TASK STATEMENT:
Show every line of the data where the word "order" can be found.

RECORDED INFORMATION:

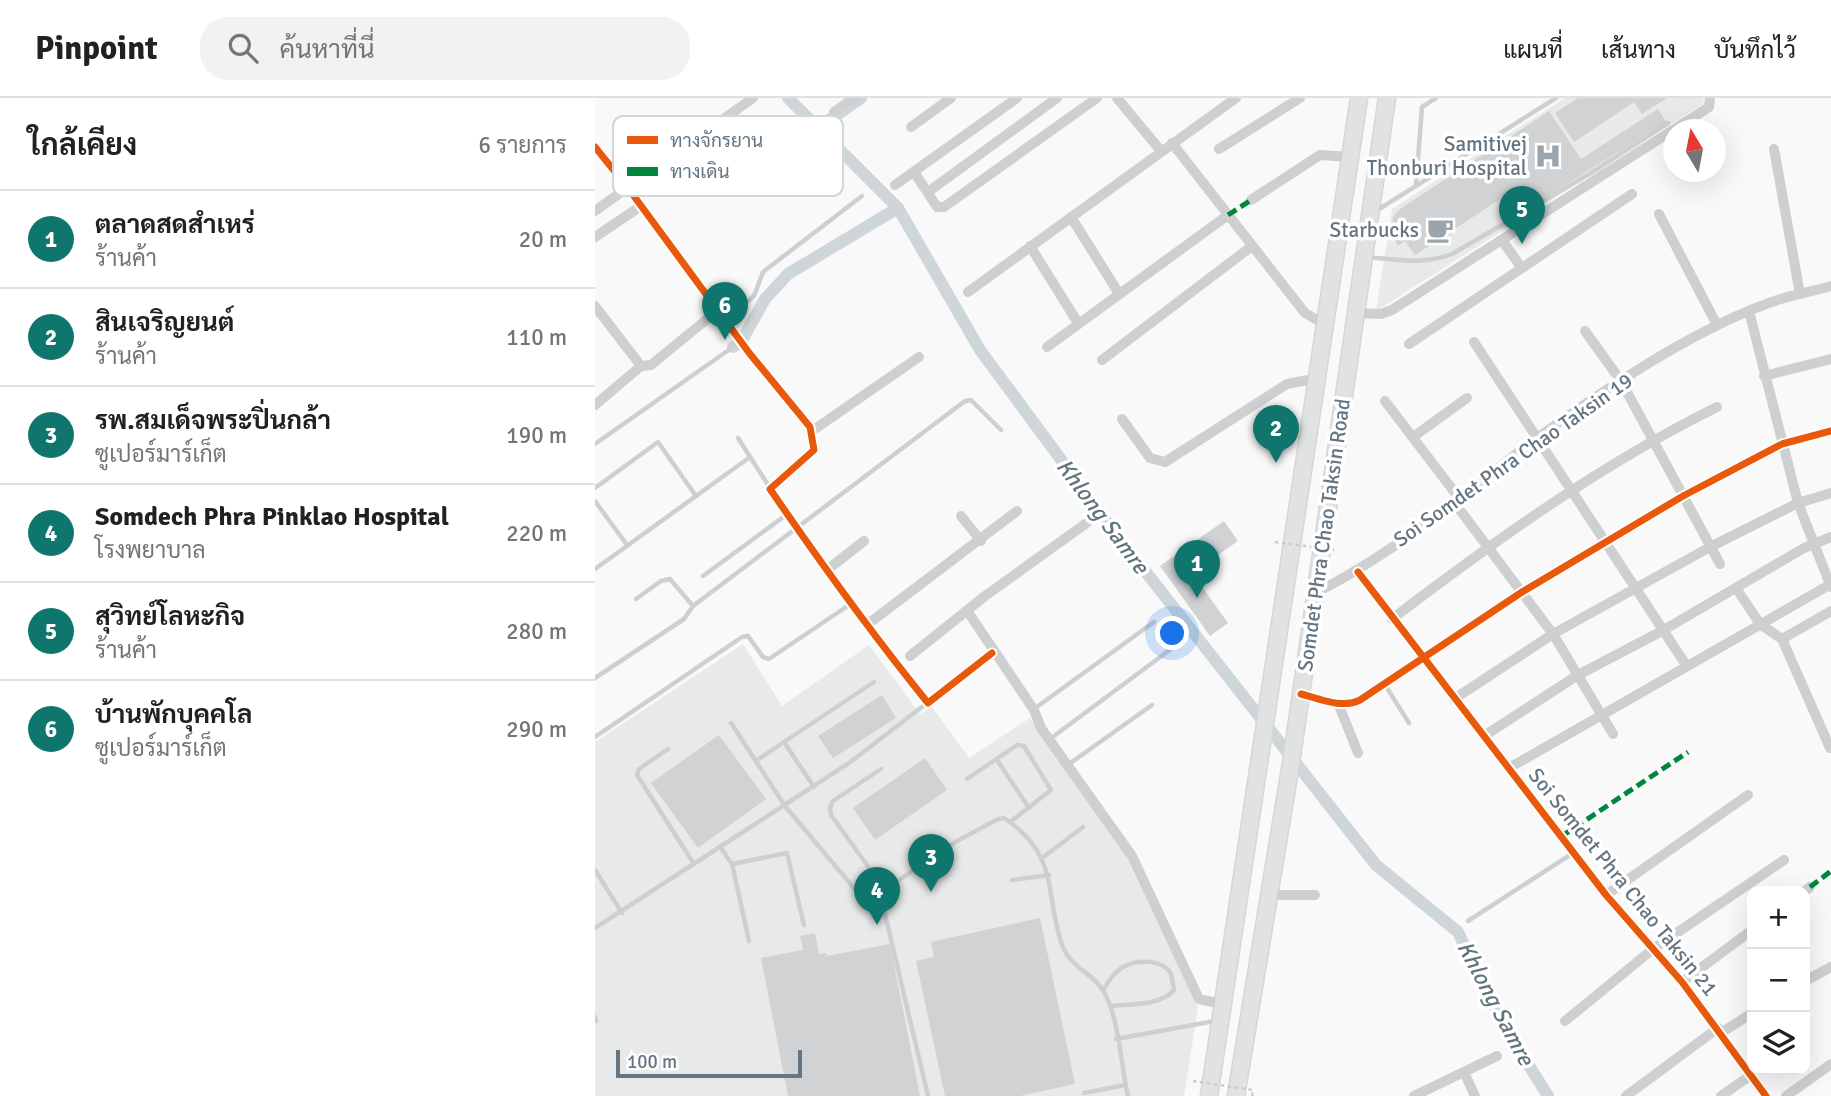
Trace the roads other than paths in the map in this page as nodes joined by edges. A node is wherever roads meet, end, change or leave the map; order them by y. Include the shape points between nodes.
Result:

--

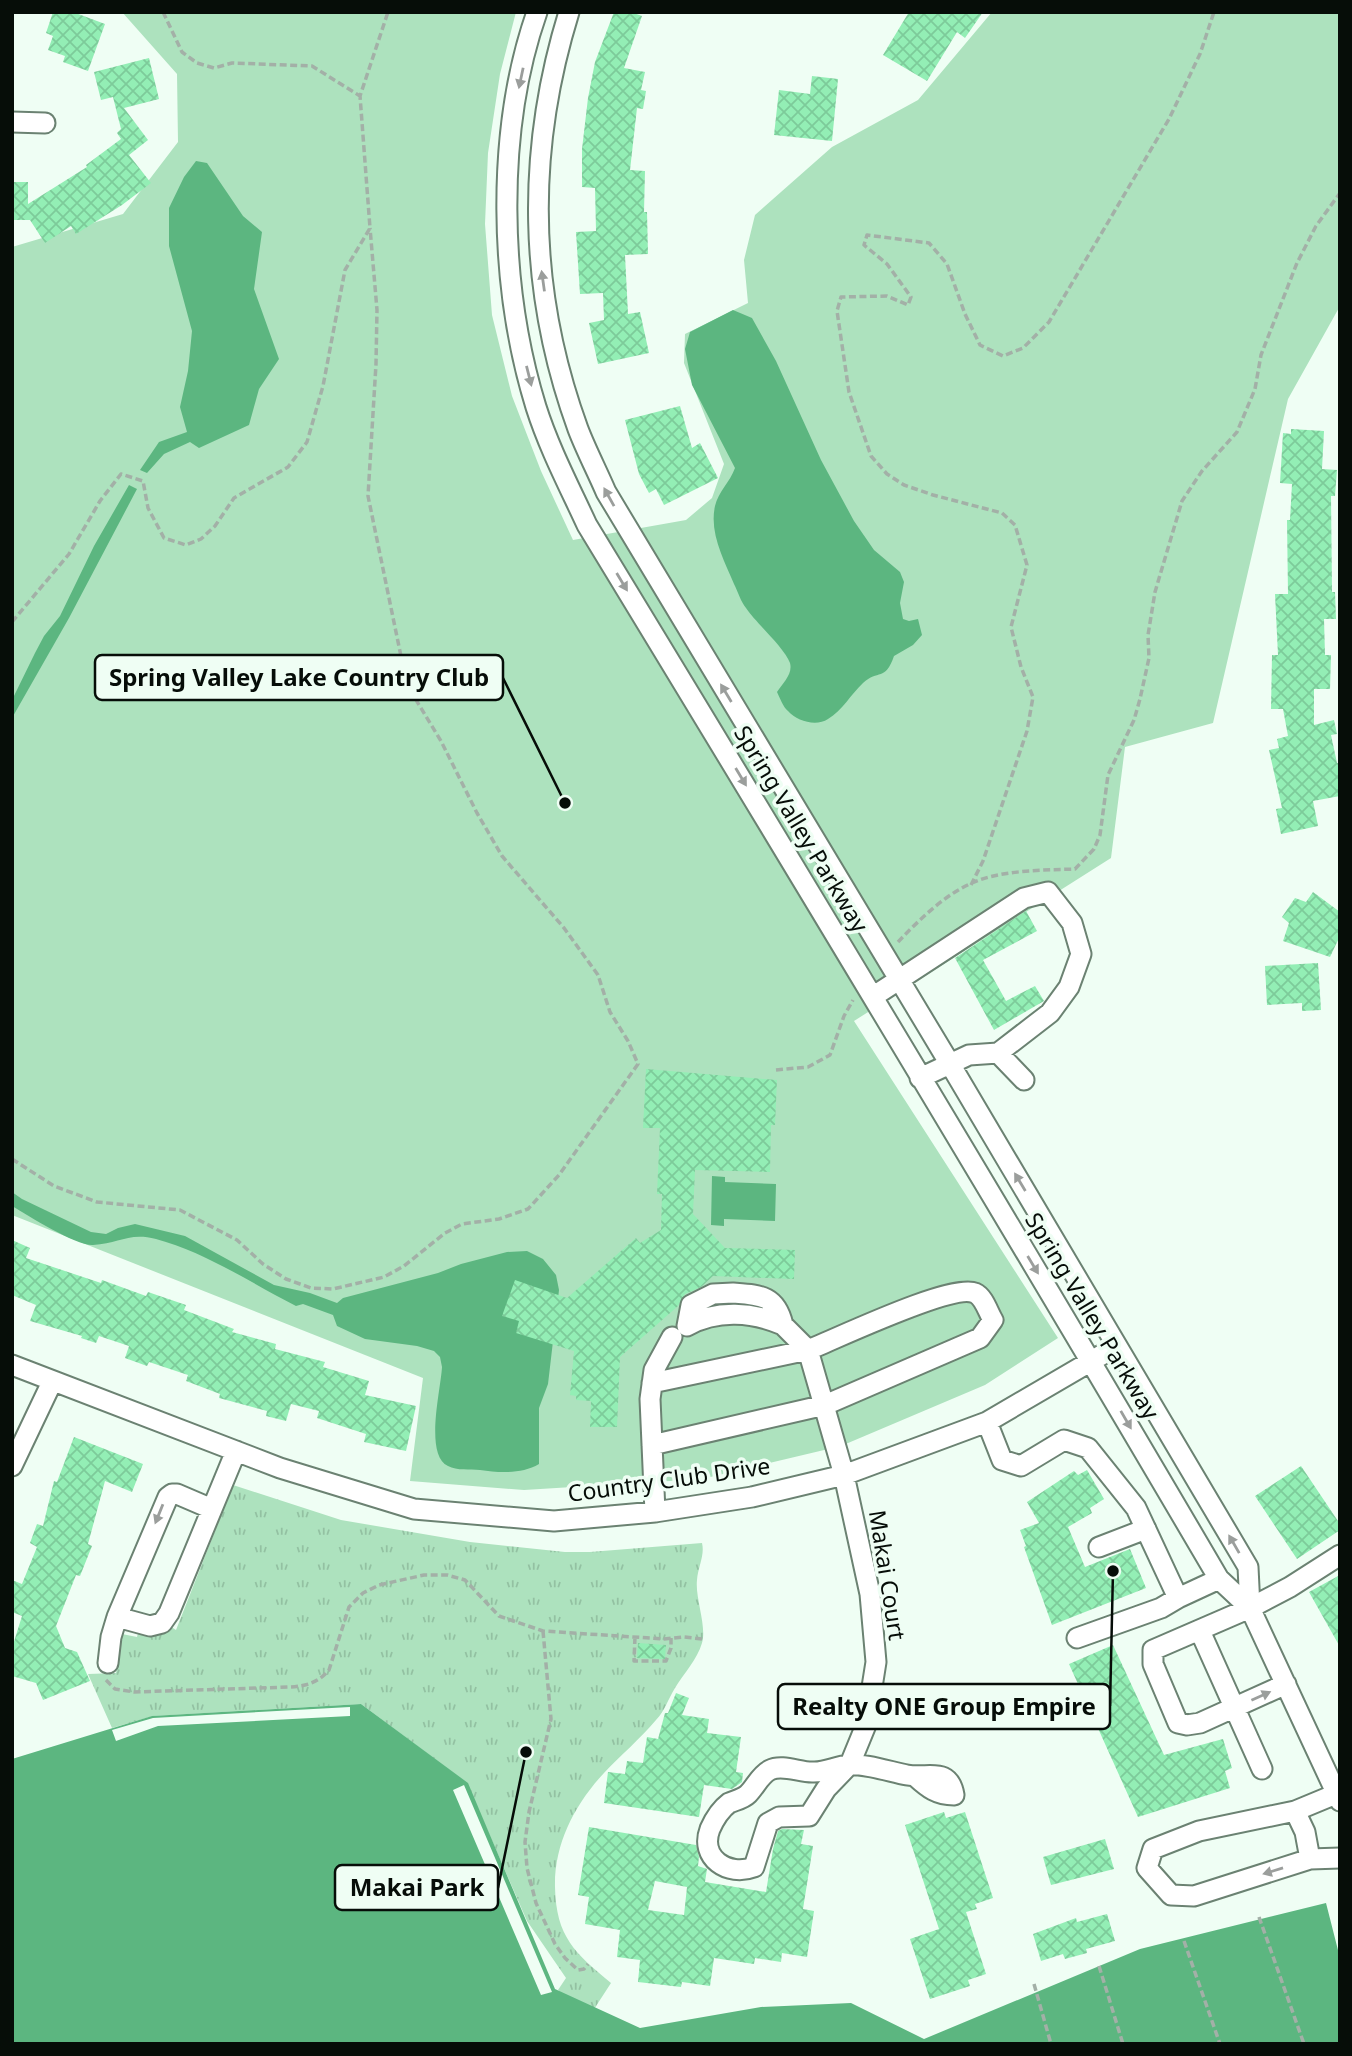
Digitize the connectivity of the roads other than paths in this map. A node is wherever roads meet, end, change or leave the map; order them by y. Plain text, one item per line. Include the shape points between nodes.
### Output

EXERCISE SOLUTION:
Trace the roads other than paths in the map in this page as nodes joined by edges. A node is wherever roads meet, end, change or leave the map; order them by y. Include the shape points between nodes.
Digitize the connectivity of the roads other than paths in this map. A node is wherever roads meet, end, change or leave the map; order them by y. Plain text, one item per line. Include the shape points between nodes.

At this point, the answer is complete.